TASK OBJECTIVE — Lines where the string "using" appears are to be copied from the entries below.
*** Opening THE DATA ***
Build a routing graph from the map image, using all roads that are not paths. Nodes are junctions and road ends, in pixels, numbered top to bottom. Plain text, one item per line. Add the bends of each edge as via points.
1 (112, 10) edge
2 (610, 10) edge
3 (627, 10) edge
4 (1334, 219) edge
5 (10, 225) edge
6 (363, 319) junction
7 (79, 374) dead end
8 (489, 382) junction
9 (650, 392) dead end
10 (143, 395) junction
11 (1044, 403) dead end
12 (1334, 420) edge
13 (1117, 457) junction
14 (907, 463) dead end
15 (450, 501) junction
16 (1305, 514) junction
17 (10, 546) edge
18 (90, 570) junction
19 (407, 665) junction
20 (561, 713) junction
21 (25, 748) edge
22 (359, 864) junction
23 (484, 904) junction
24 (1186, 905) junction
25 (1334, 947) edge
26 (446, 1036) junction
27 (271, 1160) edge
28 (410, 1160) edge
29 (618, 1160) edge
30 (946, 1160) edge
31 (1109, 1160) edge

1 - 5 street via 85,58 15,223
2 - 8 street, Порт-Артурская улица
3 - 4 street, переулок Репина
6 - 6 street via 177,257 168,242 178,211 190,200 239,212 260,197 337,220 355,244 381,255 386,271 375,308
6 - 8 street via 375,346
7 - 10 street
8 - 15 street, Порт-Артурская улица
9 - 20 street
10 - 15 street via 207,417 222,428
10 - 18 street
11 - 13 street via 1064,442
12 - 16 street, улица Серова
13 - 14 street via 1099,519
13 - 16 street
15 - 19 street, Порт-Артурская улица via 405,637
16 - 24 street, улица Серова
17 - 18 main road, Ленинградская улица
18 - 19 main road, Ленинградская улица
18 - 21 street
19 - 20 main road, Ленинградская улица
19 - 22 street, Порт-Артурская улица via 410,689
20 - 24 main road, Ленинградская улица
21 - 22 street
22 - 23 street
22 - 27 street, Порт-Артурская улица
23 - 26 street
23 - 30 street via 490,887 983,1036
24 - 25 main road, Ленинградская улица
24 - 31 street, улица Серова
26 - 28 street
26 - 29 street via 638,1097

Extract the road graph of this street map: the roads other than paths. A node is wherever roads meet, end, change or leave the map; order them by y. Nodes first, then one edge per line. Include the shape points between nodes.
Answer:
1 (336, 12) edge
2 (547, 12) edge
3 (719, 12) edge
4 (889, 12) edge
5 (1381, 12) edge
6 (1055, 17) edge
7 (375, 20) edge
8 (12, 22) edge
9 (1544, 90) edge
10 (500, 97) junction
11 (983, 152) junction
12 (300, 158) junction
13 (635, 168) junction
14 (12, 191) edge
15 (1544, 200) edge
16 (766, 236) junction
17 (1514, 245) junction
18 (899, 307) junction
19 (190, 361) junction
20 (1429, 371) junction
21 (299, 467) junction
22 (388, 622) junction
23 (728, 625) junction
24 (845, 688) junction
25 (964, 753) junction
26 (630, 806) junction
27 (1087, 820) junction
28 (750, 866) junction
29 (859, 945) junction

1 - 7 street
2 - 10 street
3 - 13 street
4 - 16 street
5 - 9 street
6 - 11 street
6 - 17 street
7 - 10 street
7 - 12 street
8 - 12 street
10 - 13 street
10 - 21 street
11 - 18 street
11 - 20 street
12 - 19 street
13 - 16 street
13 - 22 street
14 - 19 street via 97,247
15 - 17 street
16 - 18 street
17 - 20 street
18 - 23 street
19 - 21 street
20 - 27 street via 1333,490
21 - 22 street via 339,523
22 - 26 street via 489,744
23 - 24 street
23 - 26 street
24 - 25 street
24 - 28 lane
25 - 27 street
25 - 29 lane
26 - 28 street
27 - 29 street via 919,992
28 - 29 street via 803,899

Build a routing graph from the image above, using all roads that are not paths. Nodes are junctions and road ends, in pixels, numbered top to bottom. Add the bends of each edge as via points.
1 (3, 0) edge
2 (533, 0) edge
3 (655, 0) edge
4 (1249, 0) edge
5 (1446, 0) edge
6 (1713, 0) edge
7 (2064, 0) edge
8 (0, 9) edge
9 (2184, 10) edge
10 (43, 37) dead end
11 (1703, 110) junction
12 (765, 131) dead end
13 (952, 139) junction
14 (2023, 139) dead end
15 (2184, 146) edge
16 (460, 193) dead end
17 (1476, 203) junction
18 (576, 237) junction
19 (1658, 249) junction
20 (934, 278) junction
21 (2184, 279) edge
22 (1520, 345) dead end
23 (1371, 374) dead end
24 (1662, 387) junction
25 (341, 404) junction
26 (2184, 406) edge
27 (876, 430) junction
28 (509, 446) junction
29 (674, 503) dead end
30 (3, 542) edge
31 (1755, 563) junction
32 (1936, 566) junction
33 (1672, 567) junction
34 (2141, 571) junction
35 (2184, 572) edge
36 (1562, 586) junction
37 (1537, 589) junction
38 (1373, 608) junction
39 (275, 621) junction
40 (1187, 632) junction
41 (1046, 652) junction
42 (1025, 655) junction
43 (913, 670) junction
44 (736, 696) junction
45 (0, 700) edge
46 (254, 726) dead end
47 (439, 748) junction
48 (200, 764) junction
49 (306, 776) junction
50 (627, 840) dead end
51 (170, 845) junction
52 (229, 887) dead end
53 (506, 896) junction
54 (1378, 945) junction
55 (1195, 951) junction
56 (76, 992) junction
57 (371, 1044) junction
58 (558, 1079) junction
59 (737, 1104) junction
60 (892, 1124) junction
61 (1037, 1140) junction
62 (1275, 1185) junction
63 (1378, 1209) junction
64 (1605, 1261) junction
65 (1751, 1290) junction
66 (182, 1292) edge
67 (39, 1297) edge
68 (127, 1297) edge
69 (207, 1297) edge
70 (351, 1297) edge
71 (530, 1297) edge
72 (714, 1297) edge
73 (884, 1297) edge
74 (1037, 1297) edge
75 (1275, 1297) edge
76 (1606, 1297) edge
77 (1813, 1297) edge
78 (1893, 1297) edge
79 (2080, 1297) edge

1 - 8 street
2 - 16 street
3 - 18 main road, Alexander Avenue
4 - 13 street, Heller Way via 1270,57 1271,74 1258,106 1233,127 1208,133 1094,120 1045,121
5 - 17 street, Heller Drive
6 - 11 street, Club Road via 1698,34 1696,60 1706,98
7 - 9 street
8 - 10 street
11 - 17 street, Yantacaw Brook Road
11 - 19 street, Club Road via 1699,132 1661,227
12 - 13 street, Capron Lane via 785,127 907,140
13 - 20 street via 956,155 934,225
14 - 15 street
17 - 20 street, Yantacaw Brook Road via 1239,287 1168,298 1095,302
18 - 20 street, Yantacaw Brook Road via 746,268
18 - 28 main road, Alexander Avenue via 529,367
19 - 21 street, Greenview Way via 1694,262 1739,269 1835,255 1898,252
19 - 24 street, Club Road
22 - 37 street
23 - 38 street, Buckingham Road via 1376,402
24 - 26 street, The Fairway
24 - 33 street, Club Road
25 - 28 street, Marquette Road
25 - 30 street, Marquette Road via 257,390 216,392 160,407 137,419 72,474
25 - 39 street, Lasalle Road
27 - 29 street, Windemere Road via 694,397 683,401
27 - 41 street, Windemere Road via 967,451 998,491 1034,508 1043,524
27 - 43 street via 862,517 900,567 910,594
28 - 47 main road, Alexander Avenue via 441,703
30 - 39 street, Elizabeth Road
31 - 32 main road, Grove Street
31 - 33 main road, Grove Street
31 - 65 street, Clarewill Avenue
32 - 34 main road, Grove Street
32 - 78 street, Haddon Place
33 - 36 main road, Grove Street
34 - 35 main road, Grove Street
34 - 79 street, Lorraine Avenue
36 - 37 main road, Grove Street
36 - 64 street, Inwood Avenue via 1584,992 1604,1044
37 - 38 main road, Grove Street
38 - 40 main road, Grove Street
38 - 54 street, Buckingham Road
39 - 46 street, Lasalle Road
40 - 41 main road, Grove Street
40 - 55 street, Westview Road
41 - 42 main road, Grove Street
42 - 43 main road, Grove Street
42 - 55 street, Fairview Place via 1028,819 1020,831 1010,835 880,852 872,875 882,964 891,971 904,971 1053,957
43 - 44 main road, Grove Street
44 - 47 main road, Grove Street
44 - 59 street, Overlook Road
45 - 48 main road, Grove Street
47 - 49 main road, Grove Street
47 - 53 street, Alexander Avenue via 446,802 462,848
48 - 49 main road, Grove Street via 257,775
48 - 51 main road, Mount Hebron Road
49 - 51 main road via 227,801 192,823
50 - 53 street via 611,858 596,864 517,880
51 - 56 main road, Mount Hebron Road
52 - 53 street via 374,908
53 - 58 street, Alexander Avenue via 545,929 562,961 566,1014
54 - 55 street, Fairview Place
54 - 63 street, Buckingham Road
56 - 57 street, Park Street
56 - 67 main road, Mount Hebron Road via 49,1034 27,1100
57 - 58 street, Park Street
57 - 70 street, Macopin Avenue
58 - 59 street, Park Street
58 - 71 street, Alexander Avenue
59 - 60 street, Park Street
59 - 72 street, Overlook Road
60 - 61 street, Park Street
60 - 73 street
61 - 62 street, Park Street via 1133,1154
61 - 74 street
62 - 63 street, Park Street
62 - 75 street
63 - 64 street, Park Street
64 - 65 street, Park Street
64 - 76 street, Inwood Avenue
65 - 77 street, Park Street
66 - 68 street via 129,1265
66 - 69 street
*** Closing THE DATA ***
EXERCISE ANSWER —
Build a routing graph from the map image, using all roads that are not paths. Nodes are junctions and road ends, in pixels, numbered top to bottom. Plain text, one item per line. Add the bends of each edge as via points.
Build a routing graph from the image above, using all roads that are not paths. Nodes are junctions and road ends, in pixels, numbered top to bottom. Add the bends of each edge as via points.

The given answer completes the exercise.